The Pope’s church currently has capital balances estimated at approximately $7.3 billion in The Institute for the Works of Religion (or the IOR, the name for the Vatican’s reporting bank). Vatican City has the highest nominal per capita GDP at about $365,796. Bolivia’s per capita GDP is about $3,000! The church’s revenue is estimated to be between $800 million and a billion per year. The IOR reportedly provides “valuable service that can be offered by the Institute to assist the Holy Father in his mission as universal pastor and also aid those institutions and individuals who collaborate with him in his ministry.” With financial assets giving it over $100 billion of economic power, the IOR under the guidance of Cardinal Santos Abril Y Castello and Ernst von Freyberg have done precious little to evidence their capacity to provide such valuable services that their Communique of 2014 state.
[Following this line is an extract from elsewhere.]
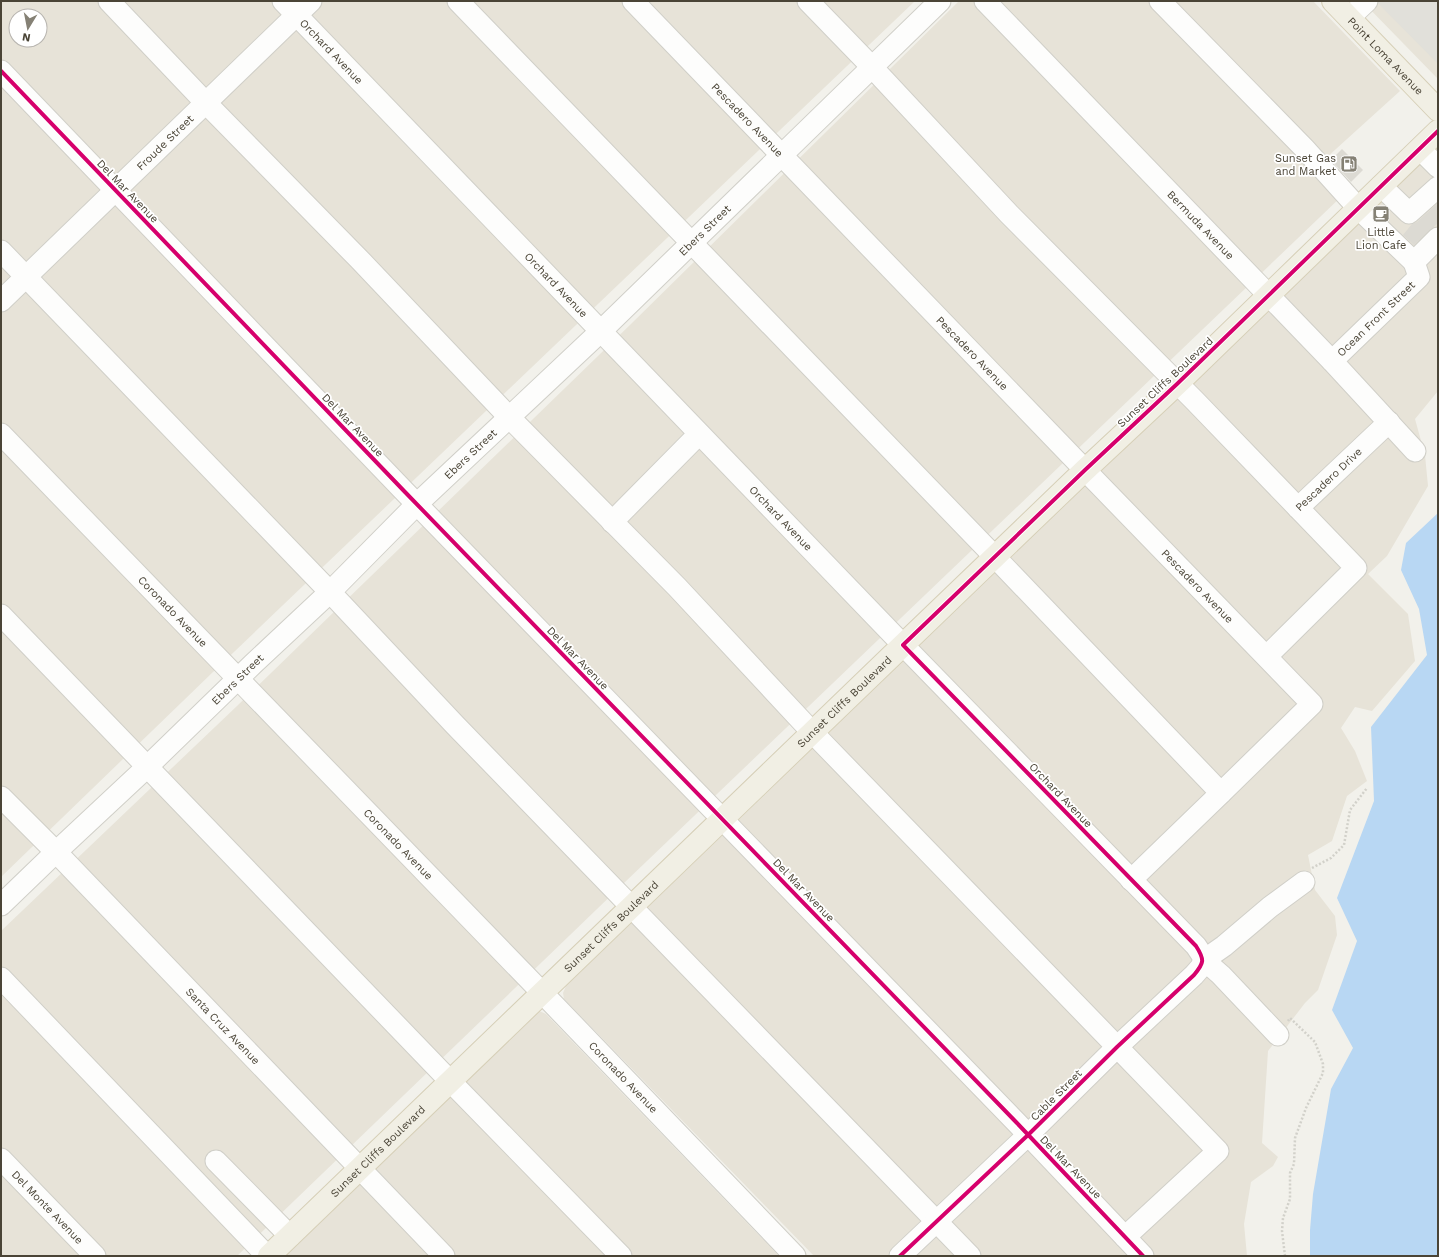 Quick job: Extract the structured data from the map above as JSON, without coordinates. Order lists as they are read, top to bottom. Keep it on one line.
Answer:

And the same Pope who apologizes for grievous sins of 5 centuries past fails to connect the dots to the current actions being taken by his church in the present day. This apologizing pontiff takes no account for the coastal plantations across the globe stolen by the church for the economic benefit of its priests which to this day are pumping revenue to foreign shareholders from oil palm, coconut, coffee, cocoa, and countless other crops. He pays no attention to the priest-turned President John Momis in Bougainville who uses another mine stolen under the same crossed sanction to enrich his own political aspirations at the expense of the local communities who were nearly exterminated in the late 1980s in a bloody genocide. Gilded alters and golden crosses apparently blind the faithful to their present complicity while giving reflection to those moments in history where the unconsidered acts of “others” are worthy of contemplative contrition.
Well Pope Francis, the world is waiting for you to actually take a lesson from your namesake and be the transformation that your Encyclicals pronounce.
Where’s your commission on stolen land repatriation?
Where’s your IOR when it could be offering sukuks and other Shariah compliant investment products to show that the church can no longer hold from the peoples of the Middle East that which it stole a millennium ago?
Where’s your advisory council on charity elimination – the ultimate aspiration of the teachings attributed to Christ? After all, “The poor will always be with you,” was not a mandate – it was Christ stating the inevitability of callous neglect of humans that even he couldn’t imagine coming to an end.
And where’s the acceptance of St. Francis’ own teachings about being paid in coin? For a church that still encourages monetary charity over any other form, one would think that reading St. Francis’ own writings on money – so powerful that even Pope Innocent III was moved to bow and kiss his bare feet – wouldn’t be too far a reach for a Pope taking that name.
Sorry won’t do. Doing something about inverting the alchemy of religion – the alchemy that turned human blood into shiny gold goblets and crosses – would be truly Christian. Try that on for size.